By Fran Southgate
Living Landscape Advisor
It was my great pleasure to co create our Landscape Innovation Conference yesterday. There was a fantastic buzz in the room, and despite the sobering content of the subject matter on our sixth mass extinction and the climate crisis, it was very good to see how engaged everyone is in trying to find solutions.
As three hundred delegates filed into the lecture hall, I was filled with a sense of how many of us need to feel that we have some agency over what the future brings. We wanted to bring together people who might not usually work together to generate new and innovative actions, and we had a fantastic mix of people in the room from lawyers and educators to businessmen and farmers.
The Climate and Biodiversity crises are immense topics, and they can feel overwhelming at times. To help focus our thoughts, we chose six key themes of Climate resilience, Natural processes, Food and farming, Resilient communities, Natural Capital and Nature recovery networks.
We had excellent keynote speakers, sharing their passion and inspiration with the conference delegates. The Conference was opened by Youth Biodiversity Advocate, Bella Lack, and we couldn’t have had a better start.

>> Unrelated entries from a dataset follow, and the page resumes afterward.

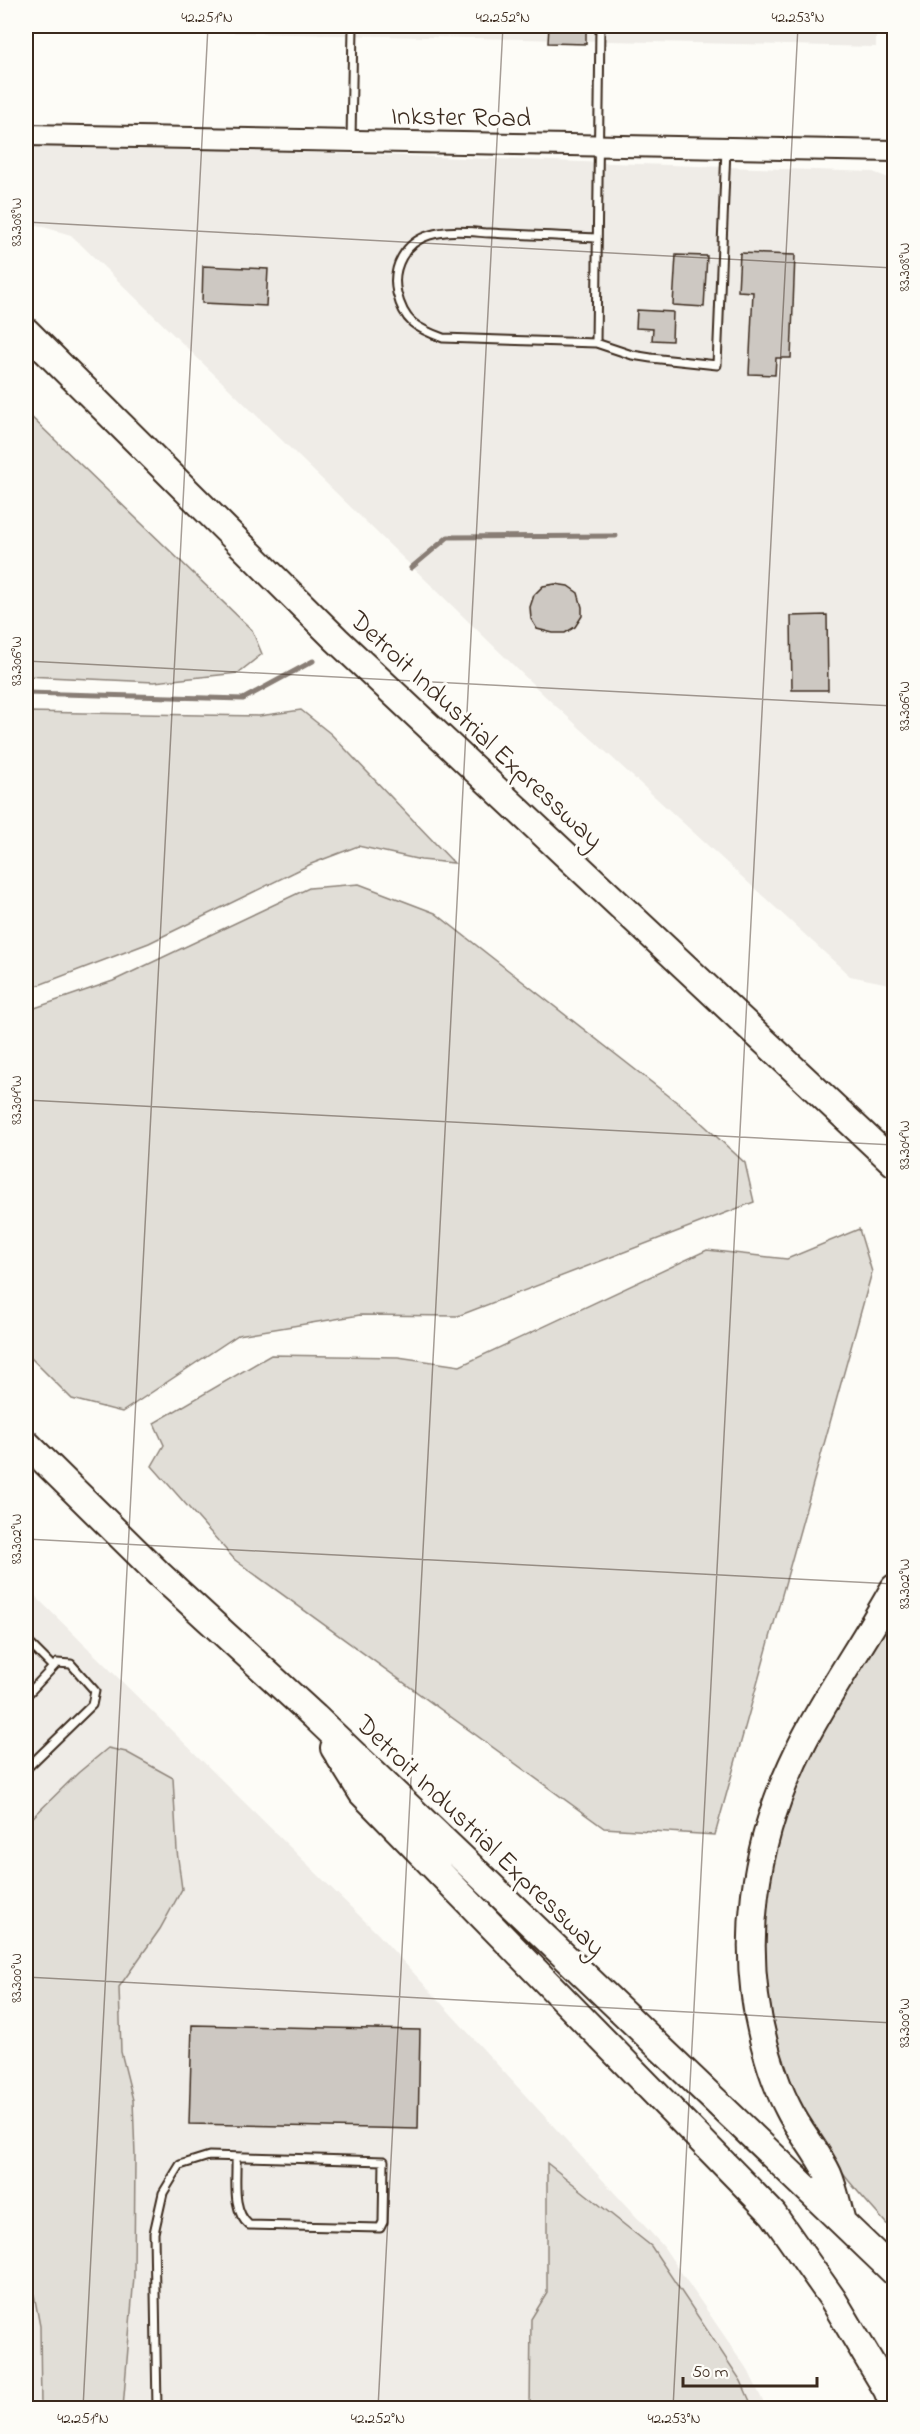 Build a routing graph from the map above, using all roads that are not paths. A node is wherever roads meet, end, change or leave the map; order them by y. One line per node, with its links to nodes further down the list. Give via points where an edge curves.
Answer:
1 (353, 26): 4 (lane)
2 (600, 26): 5 (lane)
3 (26, 135): 4 (street, Inkster Road)
4 (351, 141): 5 (street, Inkster Road)
5 (599, 147): 6 (street, Inkster Road); 8 (lane)
6 (726, 149): 7 (street, Inkster Road); 10 (lane, via 717,364 651,358)
7 (894, 151)
8 (596, 238): 10 (lane); 10 (lane, via 463,232 430,235 408,247 399,261 396,289 403,314 423,330 443,338)
9 (26, 331): 11 (highway, Detroit Industrial Expressway, via 337,640)
10 (596, 343)
11 (894, 1163)
12 (26, 1443): 17 (highway, Detroit Industrial Expressway, via 159,1574)
13 (894, 1588): 20 (highway, via 804,1739 764,1837 754,1887 755,1997 768,2057 788,2108 829,2175)
14 (26, 1640): 15 (lane)
15 (53, 1667): 16 (lane); 18 (lane, via 57,1663 71,1665 95,1690 92,1705)
16 (26, 1696)
17 (315, 1718): 20 (highway, Detroit Industrial Expressway); 23 (highway, via 362,1793 773,2214 832,2298 887,2390)
18 (26, 1769)
19 (236, 2157): 19 (lane, via 384,2161 383,2222 380,2228 249,2225 240,2218 238,2208); 22 (lane, via 209,2156 180,2165 163,2193 154,2233)
20 (841, 2218): 21 (highway, Detroit Industrial Expressway)
21 (894, 2272)
22 (157, 2409)
23 (894, 2409) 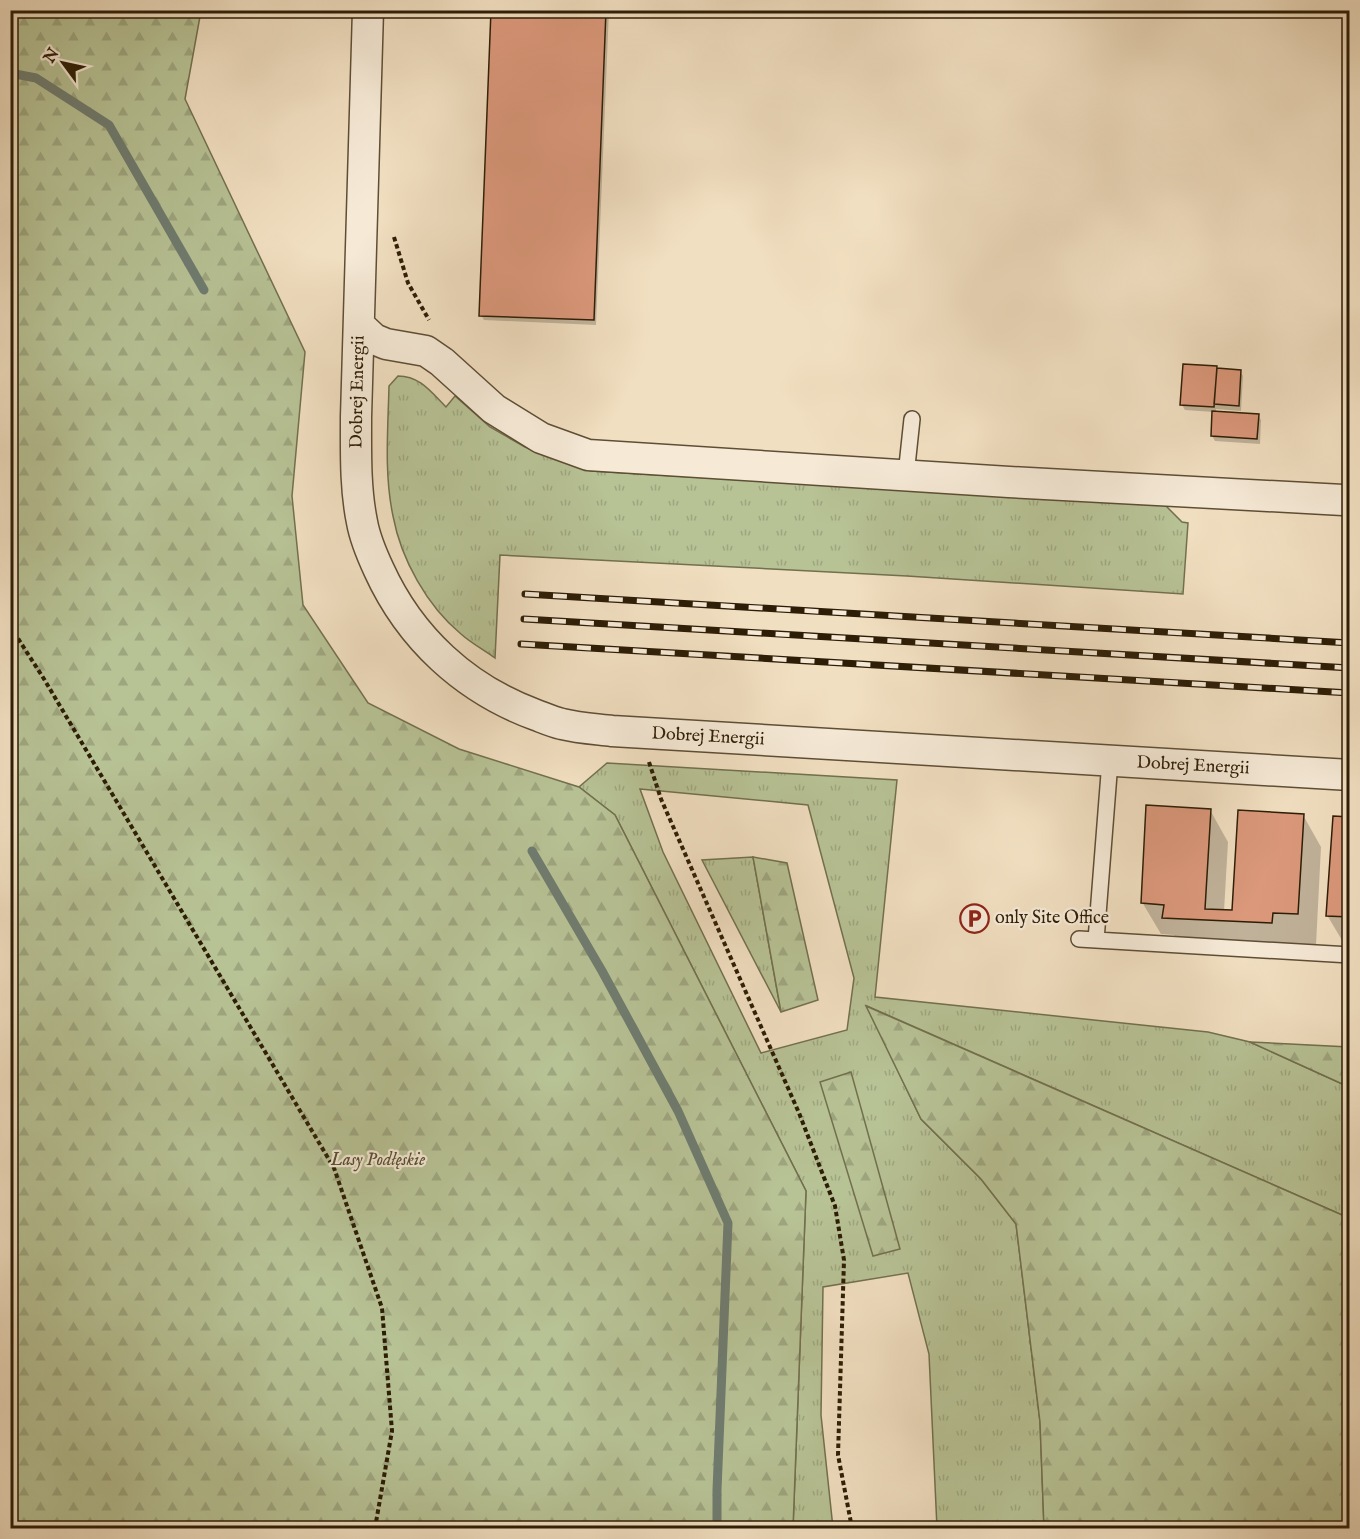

The eloquence, poignance, self possession, passion and intellect with which she spoke about wildlife decline had a very clear and visible impact on everyone in the room. It was a lesson to us all in how much we can 'step up' to help make the changes that we all need to counteract the crises we are facing.
Our other speakers included experts on well-being economics, green community building, wilding, nature led recovery, climate action, supporting sustainable food and farming, and working with communities and farmers to deliver gains for people and nature. There was some fascinating content, and some really good discussions came out of our meet the experts and designing futures sessions.
We are incredibly grateful for the reciprocity and generosity which was shown by all involved. We managed to put on the conference at very little cost whilst also supporting young people and community groups to attend the conference for free, and funding 5 community projects to take forward work on climate change and biodiversity in their local community.
One of the key message for the day was that we cannot do this alone. The scale of the crises that we face are such, that we all need to act individually, professionally, and as communities, and act now. This was step one of Sussex Wildlife Trust trying to bring together collaborations on climate change and wildlife, and I look forward to seeing where the conference outcomes take us in the future.
There are times when I feel incredibly privileged to be working with the people that I do. The passion, drive, enthusiasm and willingness to create change amongst the delegates and speakers at the conference was an inspiration in itself.